It may seem like a good idea: help cash-strapped patients, particularly seniors, knock 30 percent or more off the price of drugs purchased in the United States. And as the governor, Democrat Rod Blagojevic, claimed in announcing the program, the federal government has failed to act on this increasingly significant problem.
Actually, the federal government has acted. Congress passed the Medicare Modernization Act of 2003, which, for now, gives seniors drug discount cards that reduce out-of-pocket expenses for some by as much as 70 percent.
Moreover, the governor's approach is penny-wise, pound-foolish. Our pharmaceutical industry is the envy of the world precisely because we don't take shortcuts, such as importing drugs. We don't let governments control research budgets. (Of 47 "blockbuster" drugs studied for a 2001 report, just four had significant National Institutes of Health funding, and most of that was through universities.) We don't let government set prices for drugs, and we don't begrudge drug companies their earnings for performing what's unarguably their most important function -- developing products that alleviate our pain or cure our maladies.
If the Food and Drug Administration allows Gov. Blagojevic's program to go forward, a few residents of Illinois will reap some savings. But not as much as many might expect, according to the Congressional Budget Office. The CBO estimates policies similar to that proposed by Gov. Blagojevic would result in savings of only about 1 percent and that, before long, prices will rise in the foreign countries from which Illinois residents would obtain their drugs, wiping out most, if not all, of hoped-for savings.
What happens if drug companies begin to limit drug supplies to these other countries? Some already have told Canadian pharmaceutical distributors the drugs they sell there are not intended for resale elsewhere, and at least one official in Ireland has expressed concern over the effects this will have on their patients. How far are we from having countries prohibit the sale of their drugs to patients outside their borders?
One can argue, of course, that even temporary savings are good. But what if, as many suspect, this is but a first step toward importing price controls for drugs made and sold in America? The proposal by Gov. Blagojevic and other local, state and federal efforts will not spur the innovation needed to keep our drug industry on top and our patients first in line for new treatments and cures for their ailments.
Supporters of importation may roll their eyes when safety concerns are raised, but the FDA -- widely viewed as a level-headed agency -- has been quite vocal in its concern over the safety of imported drugs. It refuses to guarantee they are safe and, apparently, with good reason.
In an independent fact-finding mission at the Kennedy Airport Mail Facility in New York found that of the 40,000 packages believed to be carrying drugs that arrive there daily, only about 500-700 were inspected. Many were found to be past their expiration dates or improperly packaged, which calls into question their effectiveness. This process of shipping drugs around the world also increases the chances of tampering.
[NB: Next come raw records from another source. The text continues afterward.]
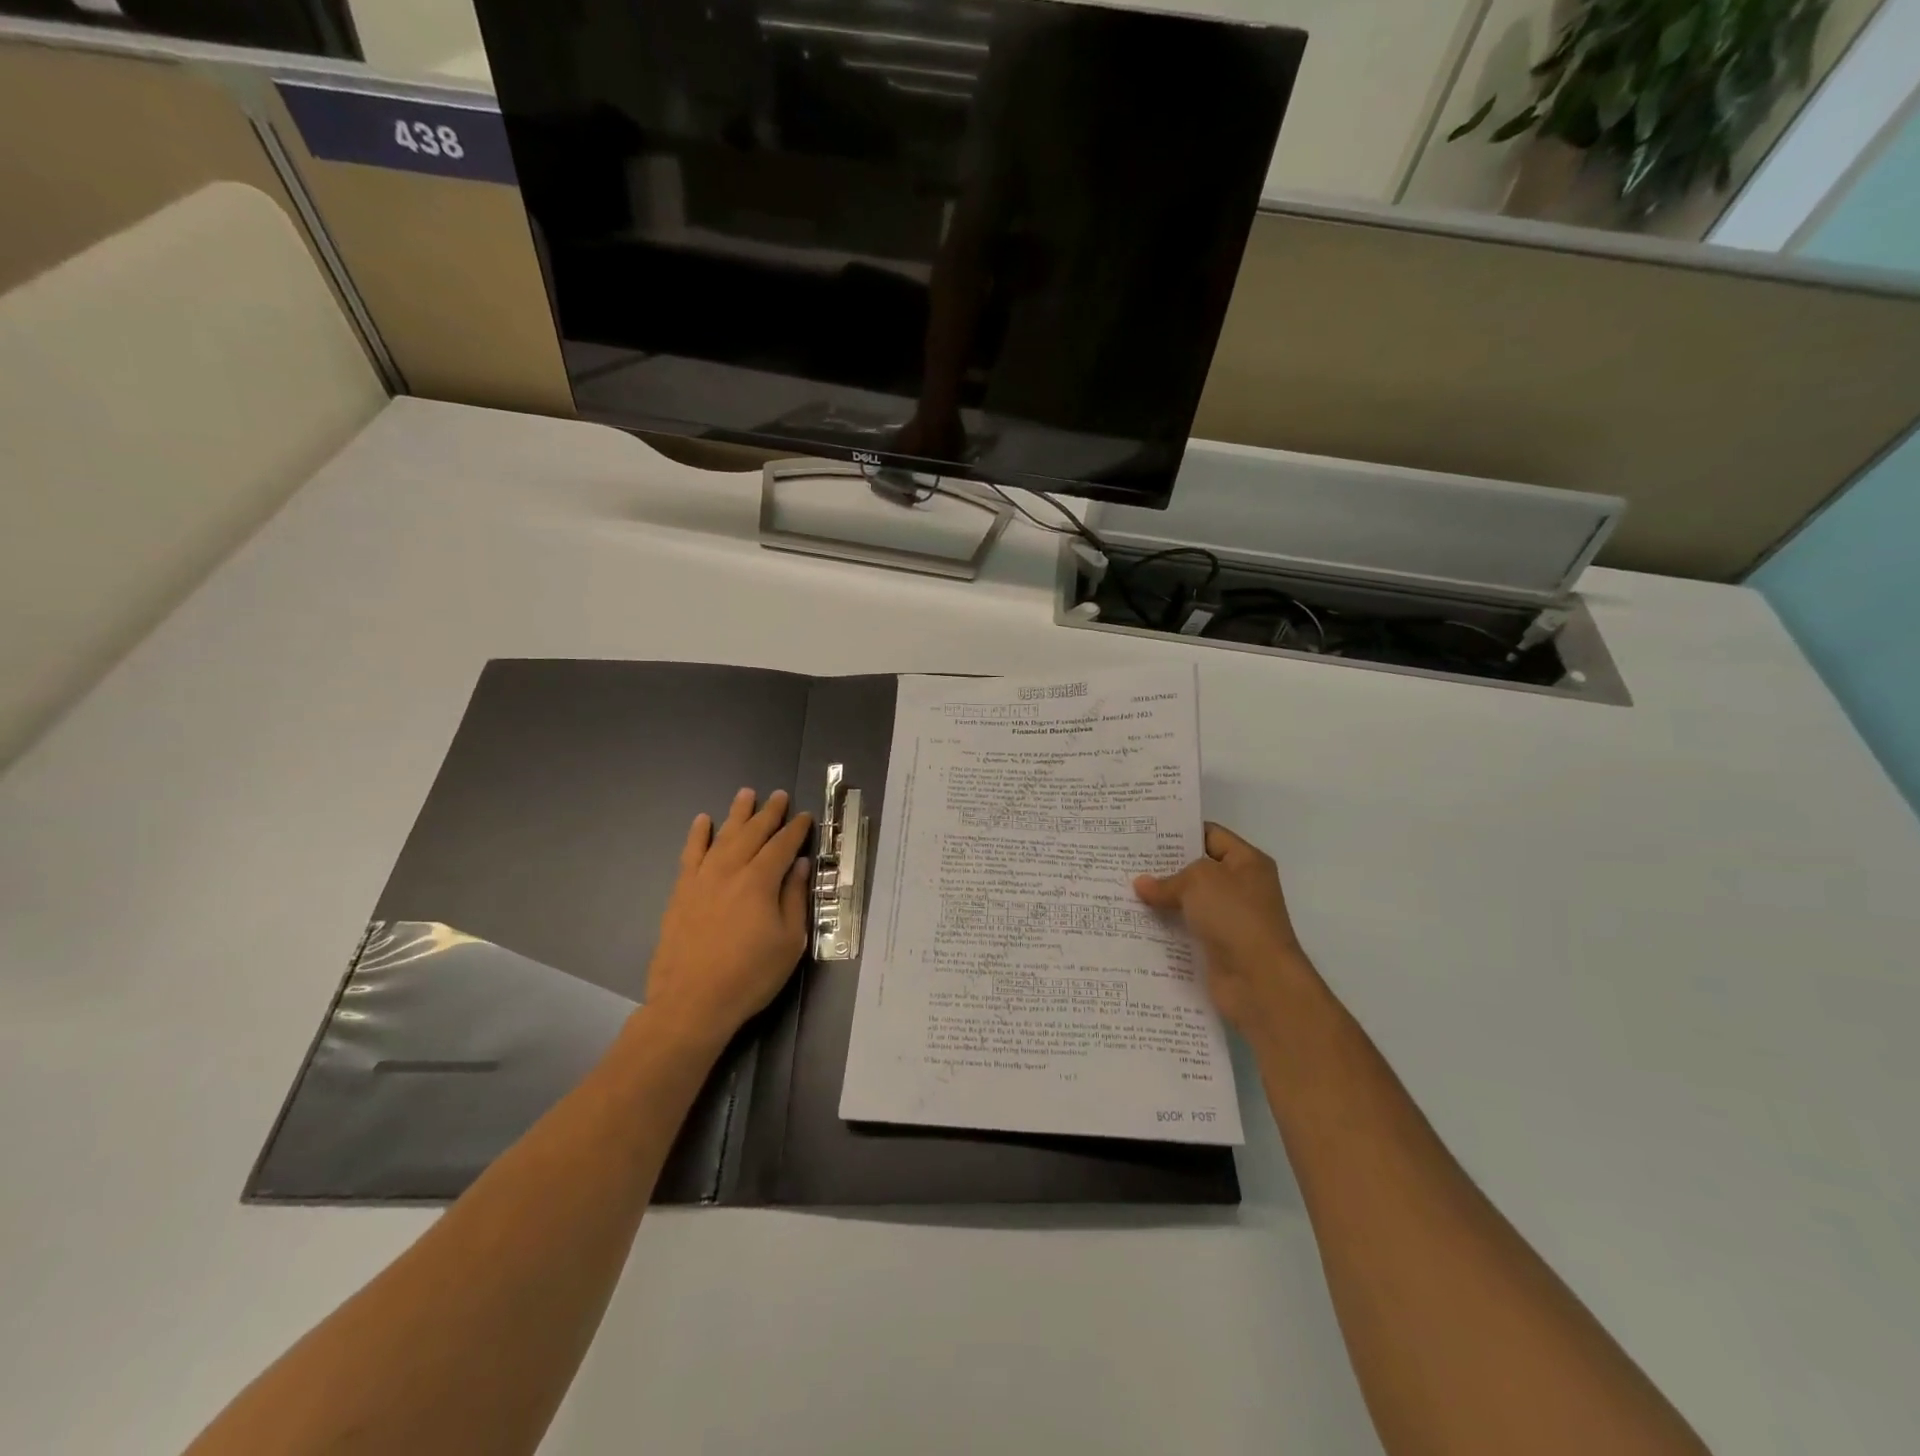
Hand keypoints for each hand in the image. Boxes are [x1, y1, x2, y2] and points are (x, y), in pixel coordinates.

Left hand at [643, 788, 812, 1053]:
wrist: (692, 1002)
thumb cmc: (750, 976)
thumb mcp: (789, 942)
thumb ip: (794, 898)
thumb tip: (798, 865)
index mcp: (760, 881)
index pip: (782, 845)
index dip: (796, 829)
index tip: (805, 816)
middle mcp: (730, 870)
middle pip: (753, 833)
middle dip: (768, 813)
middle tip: (778, 795)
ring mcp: (702, 879)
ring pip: (723, 836)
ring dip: (737, 814)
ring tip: (746, 794)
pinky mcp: (681, 892)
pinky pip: (691, 854)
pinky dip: (698, 835)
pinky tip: (703, 821)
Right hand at [1134, 822, 1315, 1039]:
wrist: (1259, 981)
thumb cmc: (1235, 917)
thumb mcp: (1199, 881)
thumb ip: (1168, 880)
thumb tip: (1142, 884)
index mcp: (1247, 862)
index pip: (1210, 835)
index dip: (1179, 832)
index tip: (1144, 834)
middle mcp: (1241, 887)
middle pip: (1197, 869)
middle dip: (1164, 867)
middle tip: (1126, 860)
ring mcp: (1229, 919)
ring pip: (1188, 902)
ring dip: (1161, 899)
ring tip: (1123, 889)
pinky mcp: (1216, 947)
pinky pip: (1186, 929)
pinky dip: (1165, 926)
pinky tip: (1136, 921)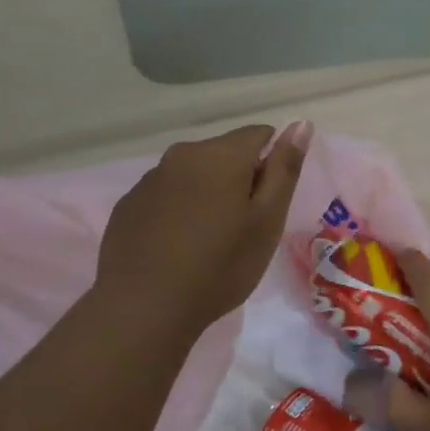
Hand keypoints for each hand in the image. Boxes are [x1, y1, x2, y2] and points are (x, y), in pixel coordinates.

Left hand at [95, 122, 310, 335]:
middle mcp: (182, 154)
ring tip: (209, 242)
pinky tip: (178, 248)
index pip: (260, 134)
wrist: (145, 307)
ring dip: (208, 195)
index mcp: (222, 154)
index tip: (269, 203)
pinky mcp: (128, 205)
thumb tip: (301, 123)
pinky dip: (179, 211)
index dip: (272, 164)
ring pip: (193, 175)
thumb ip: (285, 169)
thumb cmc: (220, 265)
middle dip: (239, 179)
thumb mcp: (267, 220)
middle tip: (243, 229)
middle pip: (224, 153)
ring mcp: (150, 179)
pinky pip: (166, 196)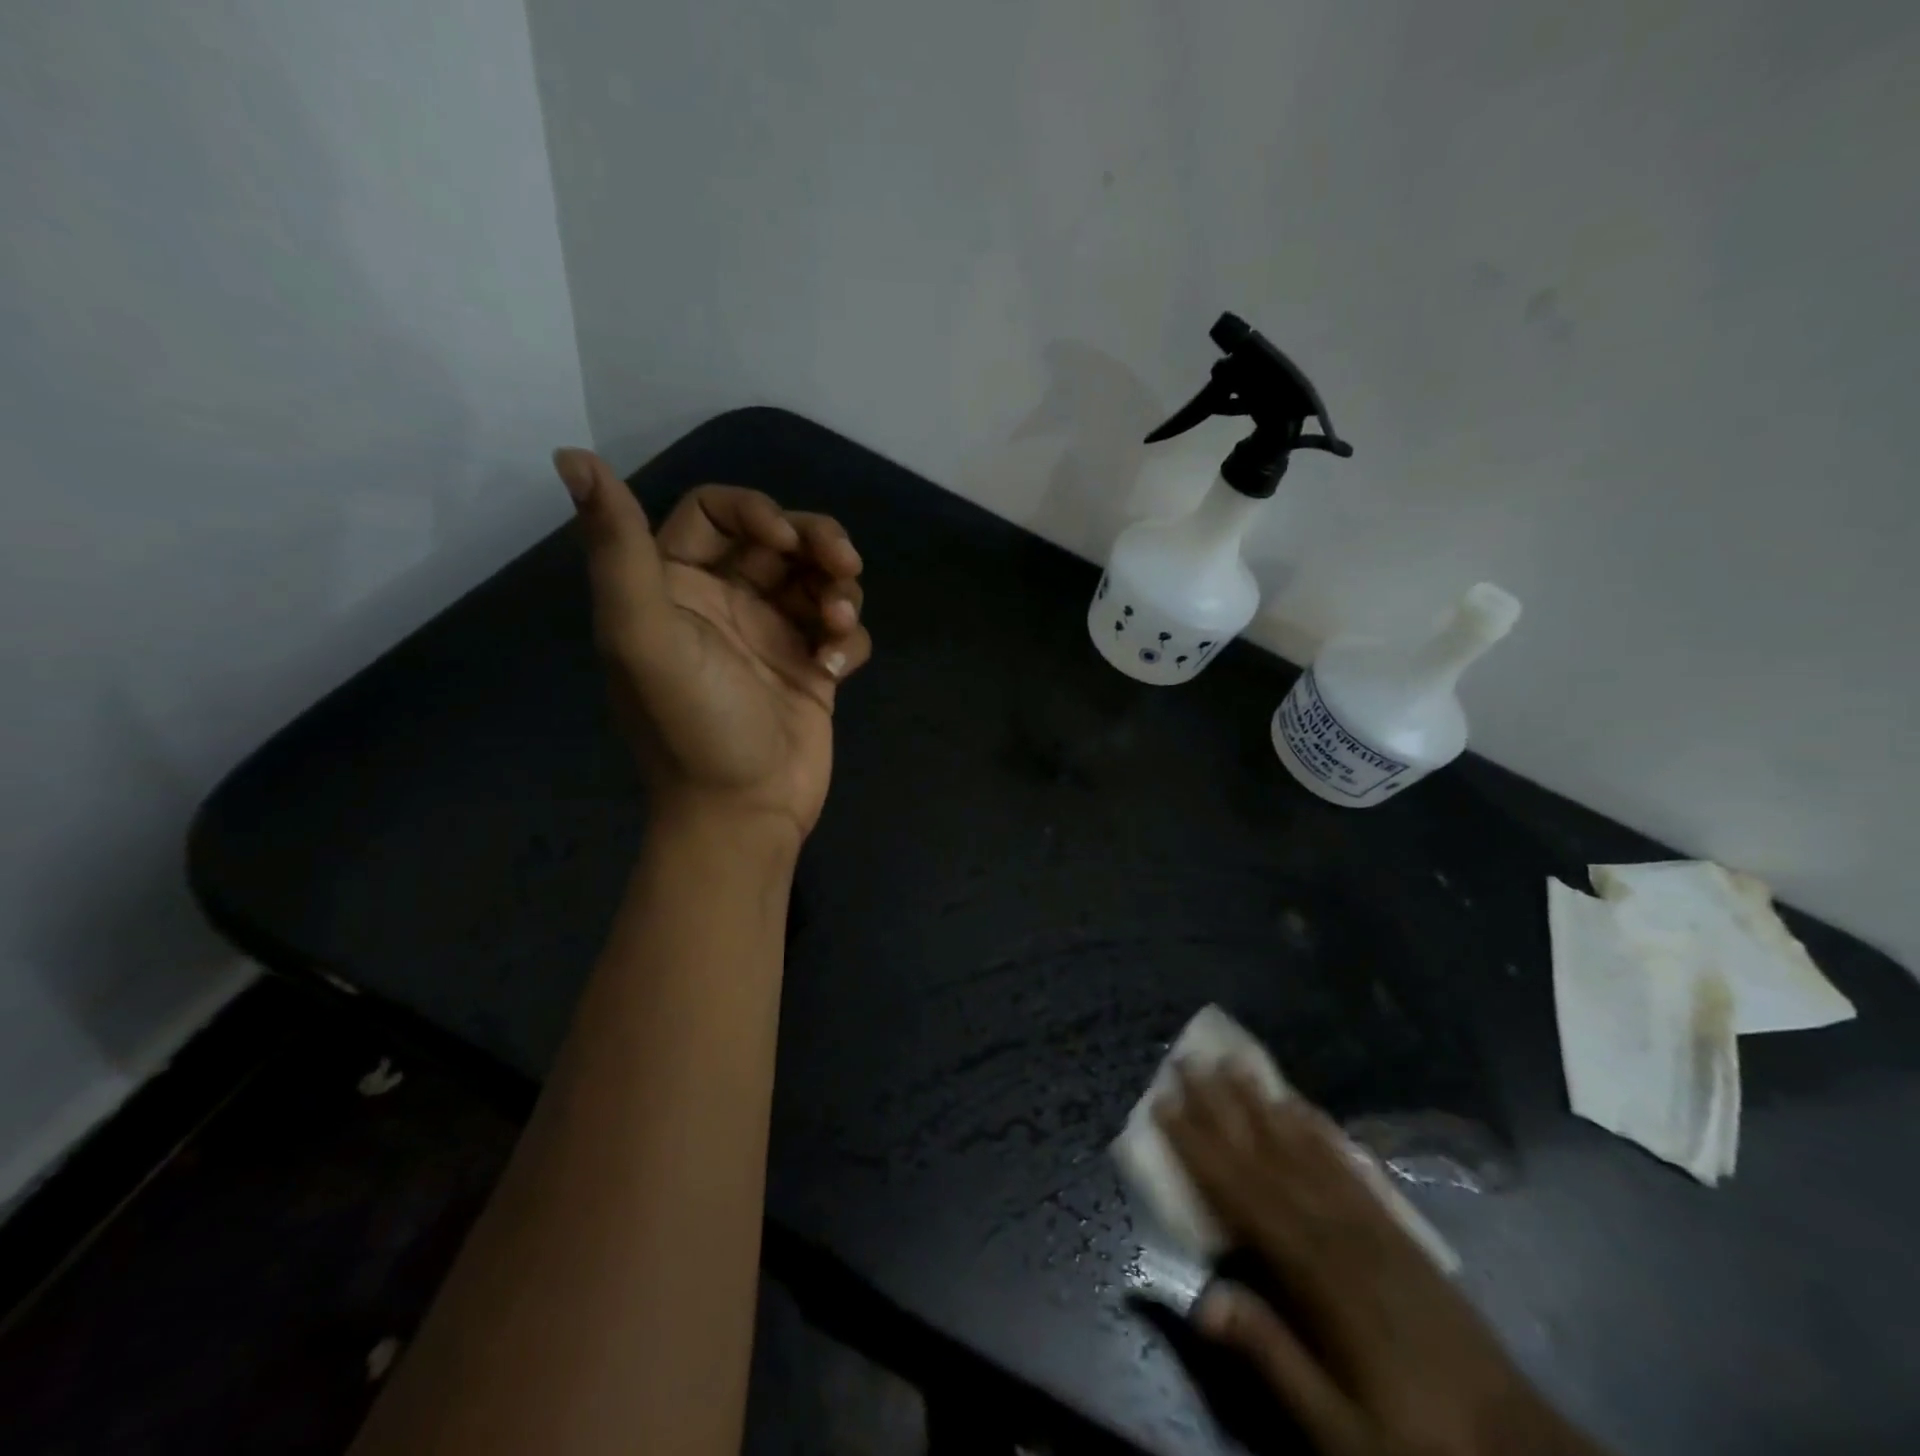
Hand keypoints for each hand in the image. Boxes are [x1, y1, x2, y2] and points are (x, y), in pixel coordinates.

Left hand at [554, 449, 871, 844]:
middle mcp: (724, 602)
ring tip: (838, 626)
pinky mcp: (811, 666)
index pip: (715, 512)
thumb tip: (572, 457)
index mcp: (676, 587)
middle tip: (843, 565)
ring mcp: (772, 635)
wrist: (744, 811)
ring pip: (818, 578)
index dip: (754, 509)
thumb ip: (616, 549)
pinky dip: (849, 638)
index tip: (784, 539)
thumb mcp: (644, 636)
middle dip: (818, 541)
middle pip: (780, 537)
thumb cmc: (693, 724)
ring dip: (840, 589)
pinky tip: (838, 668)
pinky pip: (842, 628)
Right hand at [1157, 1069, 1603, 1455]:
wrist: (1520, 1449)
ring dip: (1265, 1104)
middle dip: (1222, 1107)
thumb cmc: (1415, 1438)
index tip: (1163, 1104)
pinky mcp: (1398, 1229)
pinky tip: (1303, 1108)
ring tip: (1237, 1064)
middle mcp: (1338, 1230)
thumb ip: (1272, 1356)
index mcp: (1315, 1272)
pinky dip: (1320, 1131)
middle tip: (1190, 1060)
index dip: (1197, 1147)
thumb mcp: (1338, 1427)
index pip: (1240, 1193)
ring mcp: (1372, 1223)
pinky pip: (1349, 1165)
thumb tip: (1201, 1299)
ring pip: (1306, 1149)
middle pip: (1267, 1156)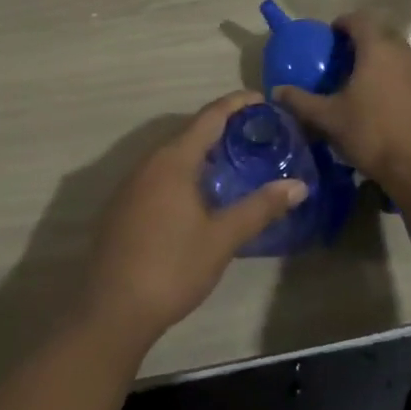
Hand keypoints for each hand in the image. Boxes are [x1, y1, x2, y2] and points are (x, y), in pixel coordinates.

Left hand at [79, 91, 308, 351]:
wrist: (111, 311)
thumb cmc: (171, 267)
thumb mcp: (222, 238)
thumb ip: (260, 208)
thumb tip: (298, 186)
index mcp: (174, 160)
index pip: (209, 117)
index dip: (236, 103)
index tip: (260, 98)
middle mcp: (149, 162)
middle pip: (190, 132)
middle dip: (221, 127)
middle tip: (254, 132)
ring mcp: (132, 184)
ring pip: (172, 154)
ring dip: (201, 151)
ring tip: (232, 160)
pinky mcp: (123, 206)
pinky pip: (159, 174)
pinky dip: (184, 171)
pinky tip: (198, 194)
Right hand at [273, 12, 410, 189]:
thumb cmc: (373, 135)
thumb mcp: (329, 120)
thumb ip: (301, 102)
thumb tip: (276, 91)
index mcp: (377, 49)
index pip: (359, 19)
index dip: (343, 23)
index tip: (331, 38)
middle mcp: (405, 53)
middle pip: (381, 36)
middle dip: (363, 44)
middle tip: (345, 64)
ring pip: (401, 58)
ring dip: (384, 65)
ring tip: (367, 88)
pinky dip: (402, 85)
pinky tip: (393, 110)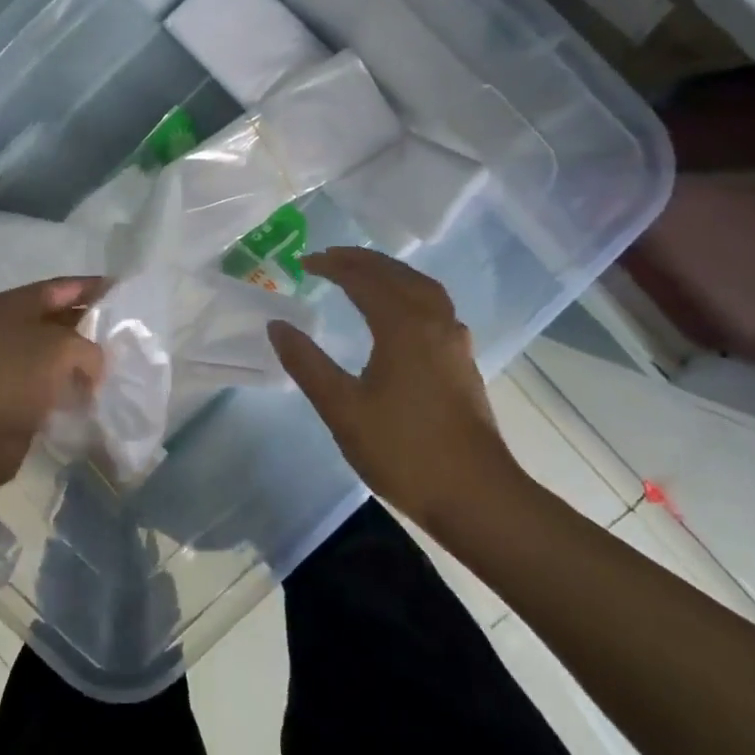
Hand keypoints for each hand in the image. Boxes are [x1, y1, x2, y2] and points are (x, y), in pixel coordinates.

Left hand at [0, 276, 106, 494]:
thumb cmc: (12, 376)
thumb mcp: (61, 348)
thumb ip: (89, 347)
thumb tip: (94, 365)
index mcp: (12, 305)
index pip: (60, 287)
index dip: (93, 287)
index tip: (125, 292)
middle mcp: (6, 329)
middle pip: (57, 320)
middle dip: (90, 327)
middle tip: (127, 335)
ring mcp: (5, 364)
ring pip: (53, 356)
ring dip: (81, 363)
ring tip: (116, 369)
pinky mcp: (9, 398)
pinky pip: (47, 386)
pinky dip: (68, 389)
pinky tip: (92, 397)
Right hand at [268, 247, 526, 531]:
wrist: (477, 497)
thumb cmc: (404, 451)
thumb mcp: (342, 409)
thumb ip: (307, 363)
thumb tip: (277, 326)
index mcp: (403, 325)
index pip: (363, 279)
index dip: (332, 266)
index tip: (304, 263)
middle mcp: (433, 321)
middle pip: (396, 274)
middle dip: (361, 261)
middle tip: (329, 258)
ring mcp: (454, 341)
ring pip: (421, 287)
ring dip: (389, 272)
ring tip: (362, 274)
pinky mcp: (463, 361)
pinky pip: (434, 305)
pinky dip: (408, 292)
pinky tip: (399, 312)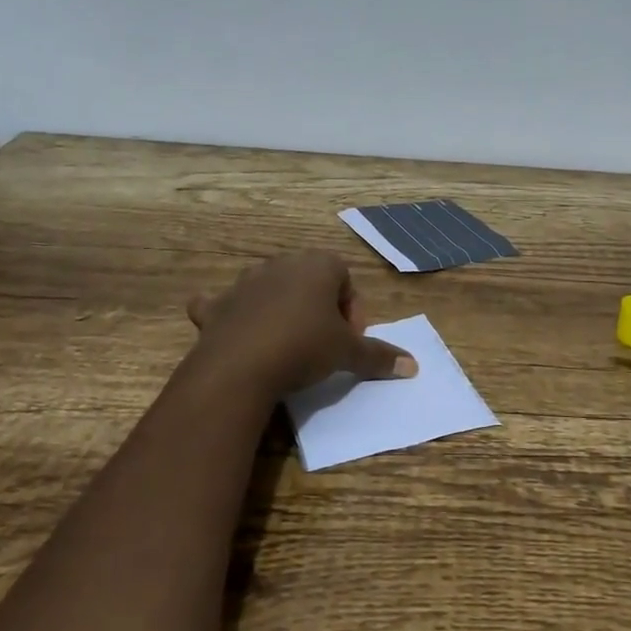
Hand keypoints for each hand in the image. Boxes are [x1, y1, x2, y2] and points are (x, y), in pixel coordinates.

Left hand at [186, 250, 417, 400]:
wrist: (240, 366)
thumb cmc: (304, 347)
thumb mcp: (347, 353)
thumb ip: (379, 355)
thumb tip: (413, 366)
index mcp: (318, 265)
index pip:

If these imported drugs are safe, why do Canada, the "Canadian pharmacies" on the Internet and the states and localities that allow importation all disclaim any responsibility for their safety? Indeed, does Gov. Blagojevic plan to have the state of Illinois ensure the safety of the reimported drugs he proposes to legalize? If not, why not?
Gov. Blagojevic is right about one thing: The current system is far from perfect. But drug companies already lower their prices for poorer countries and also provide low-income individuals in this country access to their medicines -- yet still ensure that research on new drugs continues apace.
No one supports a pity party for the pharmaceutical industry. But it's only right that we protect the quality of drugs for American consumers and ensure drug makers the rightful fruits of their labors so they'll continue to have the incentive to do the important work we all count on them to do.
Nina Owcharenko is a senior policy analyst in the Center for Health Policy Studies at The Heritage Foundation.